The team is now working to refine the process and expects that polycrystalline copper or even aluminium foil may work as a suitable substrate, further lowering costs. Work is also being conducted with different raw materials, to see if other 2D materials can be cut and transferred for cheaper production in a similar way, however, significant challenges remain in achieving this.

Graphene’s growth, meanwhile, is well documented and it has a simple, single carbon atom structure, adding other raw materials or combinations of substances complicates things.

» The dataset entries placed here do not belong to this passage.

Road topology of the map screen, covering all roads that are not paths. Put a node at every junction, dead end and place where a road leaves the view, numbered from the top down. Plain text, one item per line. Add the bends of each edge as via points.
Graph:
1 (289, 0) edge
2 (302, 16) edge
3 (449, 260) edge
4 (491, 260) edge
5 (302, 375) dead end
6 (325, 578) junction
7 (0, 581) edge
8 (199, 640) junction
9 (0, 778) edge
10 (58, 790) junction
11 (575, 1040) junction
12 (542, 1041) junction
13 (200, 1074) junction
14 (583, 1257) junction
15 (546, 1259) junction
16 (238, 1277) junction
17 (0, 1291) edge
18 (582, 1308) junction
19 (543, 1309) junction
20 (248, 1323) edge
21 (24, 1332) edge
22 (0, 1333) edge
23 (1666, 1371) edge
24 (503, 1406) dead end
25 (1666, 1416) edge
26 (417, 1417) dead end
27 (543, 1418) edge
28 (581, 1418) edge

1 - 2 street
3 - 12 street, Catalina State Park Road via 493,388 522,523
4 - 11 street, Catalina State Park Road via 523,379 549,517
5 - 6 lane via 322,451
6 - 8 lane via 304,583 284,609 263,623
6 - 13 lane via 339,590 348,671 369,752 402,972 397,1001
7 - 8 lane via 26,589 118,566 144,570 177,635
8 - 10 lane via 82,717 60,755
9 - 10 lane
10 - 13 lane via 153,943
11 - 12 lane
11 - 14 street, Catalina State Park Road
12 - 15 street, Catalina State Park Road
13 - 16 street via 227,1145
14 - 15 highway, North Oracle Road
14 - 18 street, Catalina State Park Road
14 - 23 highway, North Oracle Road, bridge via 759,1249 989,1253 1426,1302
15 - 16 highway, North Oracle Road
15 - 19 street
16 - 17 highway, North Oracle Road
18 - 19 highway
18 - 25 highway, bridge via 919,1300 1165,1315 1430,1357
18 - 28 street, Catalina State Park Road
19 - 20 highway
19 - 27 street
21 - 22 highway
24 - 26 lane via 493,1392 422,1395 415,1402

“There are many variables to consider because of the different solubility and diffusion rates of each element in the catalyst,” notes Lee. “However, if we use a process that sequentially reacts one precursor and another precursor, such as an atomic layer deposition (ALD) process, which can simplify process parameters, it could be possible to grow a single crystalline monolayer of various 2-D materials.”

For now, though, the team are satisfied that their new graphene production process will have a significant impact.  

History tells us how new processes for producing high-quality single-crystalline silicon wafers have lowered their price, allowing for a boom in their use in the consumer electronics market.

If the researchers are correct, making single-crystalline graphene on the cheap could pave the way for a new wave of electronic devices based on affordable nanoscale raw materials.